Three-group, sham controlled, randomized trial

Measurement Instruments/Methods:

  • Tang Fatigue Rating Scale 
  • Eastern Cooperative Oncology Group (ECOG) Performance Status rating
  • Hospital Anxiety and Depression (HADS) scale 
  • Pittsburgh Sleep Quality Index


Adherence rates to acupressure varied significantly across groups – for group A, 93%, group B, 91.9%, and group C, 77.3%. Only subscale scores for fatigue in daily activity were lower for the two acupressure groups on day 1 of the third chemotherapy cycle. There were no other significant differences between groups for fatigue. There were no significant differences between groups in anxiety or depression scores. Sleep scores were lower for group A at one time point and group B at another time point compared to the sham control group (p < .05). However, these differences were not consistent across all study time points, and there were no other differences between groups in sleep results.

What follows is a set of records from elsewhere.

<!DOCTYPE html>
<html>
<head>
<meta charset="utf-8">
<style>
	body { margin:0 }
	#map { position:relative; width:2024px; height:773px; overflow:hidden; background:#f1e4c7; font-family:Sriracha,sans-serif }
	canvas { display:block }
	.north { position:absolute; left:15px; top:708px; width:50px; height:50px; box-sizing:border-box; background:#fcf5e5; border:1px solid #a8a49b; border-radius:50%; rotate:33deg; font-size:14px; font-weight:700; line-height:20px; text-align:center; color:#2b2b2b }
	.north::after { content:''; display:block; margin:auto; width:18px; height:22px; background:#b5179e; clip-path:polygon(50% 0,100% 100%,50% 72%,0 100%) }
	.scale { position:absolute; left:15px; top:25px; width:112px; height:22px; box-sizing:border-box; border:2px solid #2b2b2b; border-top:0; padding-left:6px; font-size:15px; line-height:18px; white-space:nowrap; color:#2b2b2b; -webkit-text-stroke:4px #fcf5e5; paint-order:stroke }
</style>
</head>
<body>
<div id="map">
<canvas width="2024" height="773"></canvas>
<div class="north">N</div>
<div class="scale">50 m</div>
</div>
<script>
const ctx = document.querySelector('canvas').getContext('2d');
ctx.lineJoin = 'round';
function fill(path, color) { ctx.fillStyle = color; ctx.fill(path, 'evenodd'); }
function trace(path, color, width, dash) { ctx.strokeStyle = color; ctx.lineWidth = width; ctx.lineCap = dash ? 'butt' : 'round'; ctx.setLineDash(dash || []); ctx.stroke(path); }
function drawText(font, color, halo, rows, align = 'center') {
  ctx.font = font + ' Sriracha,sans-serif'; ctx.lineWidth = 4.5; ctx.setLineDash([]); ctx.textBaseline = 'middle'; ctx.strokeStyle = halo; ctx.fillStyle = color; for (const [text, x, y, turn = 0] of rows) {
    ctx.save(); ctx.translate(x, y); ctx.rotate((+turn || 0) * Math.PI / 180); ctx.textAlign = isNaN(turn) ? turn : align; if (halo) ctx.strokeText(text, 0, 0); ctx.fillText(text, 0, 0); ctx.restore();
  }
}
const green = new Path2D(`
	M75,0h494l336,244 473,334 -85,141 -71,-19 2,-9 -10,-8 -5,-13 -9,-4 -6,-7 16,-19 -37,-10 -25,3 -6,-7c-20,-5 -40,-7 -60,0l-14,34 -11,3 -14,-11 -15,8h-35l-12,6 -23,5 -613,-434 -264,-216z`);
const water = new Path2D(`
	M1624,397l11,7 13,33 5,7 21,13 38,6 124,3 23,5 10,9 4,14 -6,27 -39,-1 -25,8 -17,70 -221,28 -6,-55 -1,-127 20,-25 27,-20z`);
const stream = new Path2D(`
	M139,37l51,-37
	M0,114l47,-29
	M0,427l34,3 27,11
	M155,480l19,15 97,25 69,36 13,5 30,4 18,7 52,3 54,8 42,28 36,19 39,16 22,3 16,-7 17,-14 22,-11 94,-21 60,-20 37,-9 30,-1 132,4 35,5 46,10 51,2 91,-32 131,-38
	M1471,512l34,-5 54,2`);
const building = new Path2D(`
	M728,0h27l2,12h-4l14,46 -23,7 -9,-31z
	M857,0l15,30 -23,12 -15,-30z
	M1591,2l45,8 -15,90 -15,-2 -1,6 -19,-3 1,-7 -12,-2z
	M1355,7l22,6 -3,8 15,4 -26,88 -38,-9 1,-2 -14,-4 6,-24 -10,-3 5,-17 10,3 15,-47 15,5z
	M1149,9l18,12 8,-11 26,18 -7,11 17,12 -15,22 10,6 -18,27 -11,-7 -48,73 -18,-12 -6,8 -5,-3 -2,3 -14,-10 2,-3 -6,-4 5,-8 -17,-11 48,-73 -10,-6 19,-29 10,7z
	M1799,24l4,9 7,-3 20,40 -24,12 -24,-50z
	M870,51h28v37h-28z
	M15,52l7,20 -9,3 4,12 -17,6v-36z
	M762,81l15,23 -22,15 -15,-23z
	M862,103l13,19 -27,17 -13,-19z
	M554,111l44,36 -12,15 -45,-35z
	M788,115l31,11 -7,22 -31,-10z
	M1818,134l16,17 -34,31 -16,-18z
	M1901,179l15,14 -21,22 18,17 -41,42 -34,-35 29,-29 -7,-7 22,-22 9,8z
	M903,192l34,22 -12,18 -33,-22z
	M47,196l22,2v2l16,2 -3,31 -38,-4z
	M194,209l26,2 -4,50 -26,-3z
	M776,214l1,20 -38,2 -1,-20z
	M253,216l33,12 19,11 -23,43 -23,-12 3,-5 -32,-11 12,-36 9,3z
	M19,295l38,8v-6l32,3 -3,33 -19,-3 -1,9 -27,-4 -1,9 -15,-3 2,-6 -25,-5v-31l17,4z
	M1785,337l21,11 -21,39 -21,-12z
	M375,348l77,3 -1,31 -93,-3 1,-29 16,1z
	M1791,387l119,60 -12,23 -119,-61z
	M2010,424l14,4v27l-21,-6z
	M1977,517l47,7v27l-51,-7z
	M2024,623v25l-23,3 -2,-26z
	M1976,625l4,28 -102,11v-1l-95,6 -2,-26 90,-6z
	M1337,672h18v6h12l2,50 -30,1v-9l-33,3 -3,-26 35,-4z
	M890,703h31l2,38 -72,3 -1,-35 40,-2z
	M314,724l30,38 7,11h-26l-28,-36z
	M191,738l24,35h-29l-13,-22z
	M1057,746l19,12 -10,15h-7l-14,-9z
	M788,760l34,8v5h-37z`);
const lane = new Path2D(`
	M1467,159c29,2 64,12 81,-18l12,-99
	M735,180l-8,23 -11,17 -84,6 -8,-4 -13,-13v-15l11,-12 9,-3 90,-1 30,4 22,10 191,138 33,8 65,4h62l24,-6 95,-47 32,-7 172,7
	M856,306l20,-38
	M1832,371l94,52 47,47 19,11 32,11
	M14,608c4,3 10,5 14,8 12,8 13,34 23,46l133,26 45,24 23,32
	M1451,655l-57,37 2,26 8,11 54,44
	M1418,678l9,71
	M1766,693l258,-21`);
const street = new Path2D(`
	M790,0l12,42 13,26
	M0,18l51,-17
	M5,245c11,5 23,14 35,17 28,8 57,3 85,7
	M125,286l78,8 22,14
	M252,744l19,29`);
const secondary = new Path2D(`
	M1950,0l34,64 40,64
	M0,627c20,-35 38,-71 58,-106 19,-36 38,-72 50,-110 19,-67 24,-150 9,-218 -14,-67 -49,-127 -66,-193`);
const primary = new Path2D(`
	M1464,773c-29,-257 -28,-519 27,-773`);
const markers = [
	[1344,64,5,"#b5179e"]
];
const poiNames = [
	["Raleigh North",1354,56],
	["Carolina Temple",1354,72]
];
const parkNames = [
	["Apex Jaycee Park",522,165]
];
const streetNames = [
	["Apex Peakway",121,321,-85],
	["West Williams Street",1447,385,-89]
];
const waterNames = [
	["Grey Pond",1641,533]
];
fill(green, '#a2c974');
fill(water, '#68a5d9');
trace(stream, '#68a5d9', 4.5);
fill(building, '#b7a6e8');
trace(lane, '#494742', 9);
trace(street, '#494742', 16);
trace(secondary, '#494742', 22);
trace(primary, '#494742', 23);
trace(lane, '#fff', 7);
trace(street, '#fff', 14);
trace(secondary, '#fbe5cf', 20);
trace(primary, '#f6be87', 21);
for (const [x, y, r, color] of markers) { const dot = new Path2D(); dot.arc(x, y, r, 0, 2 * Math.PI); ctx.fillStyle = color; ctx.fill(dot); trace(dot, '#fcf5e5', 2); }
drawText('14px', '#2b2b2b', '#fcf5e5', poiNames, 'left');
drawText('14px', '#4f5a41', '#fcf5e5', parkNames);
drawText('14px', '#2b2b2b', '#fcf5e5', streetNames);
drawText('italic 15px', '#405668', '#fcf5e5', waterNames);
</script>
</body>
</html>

Potential benefits of acupressure for fatigue and sleep disturbance among patients receiving chemotherapy for lung cancer are not clear in this study. Differences in patient outcomes were not consistent across study time points according to the study group. No effect was demonstrated on anxiety or depression scores.


  • Small sample (< 100)
  • Risk of bias (no blinding)
  • Key sample group differences that could influence results
  • Subject withdrawals ≥ 10%
  • Other limitations/explanation: The sham control group was significantly older than the other study groups. 21% were lost to follow-up for various reasons; no ITT analysis was described. Data were collected only 30 minutes immediately after acupressure when the patient was in the hospital, so response duration is not known. Repeated use of the same tools may have resulted in testing effect. Adherence was much lower in the control group, so actual group differences due to acupressure cannot be determined.

Nursing Implications:

This study does not provide strong evidence in support of the effectiveness of acupressure for management of fatigue, sleep disturbance, anxiety, or depression. The study did show that self-administration of acupressure was feasible and had no associated adverse effects in patients with advanced lung cancer. This is a low-risk, low-cost intervention that some patients may be interested in using.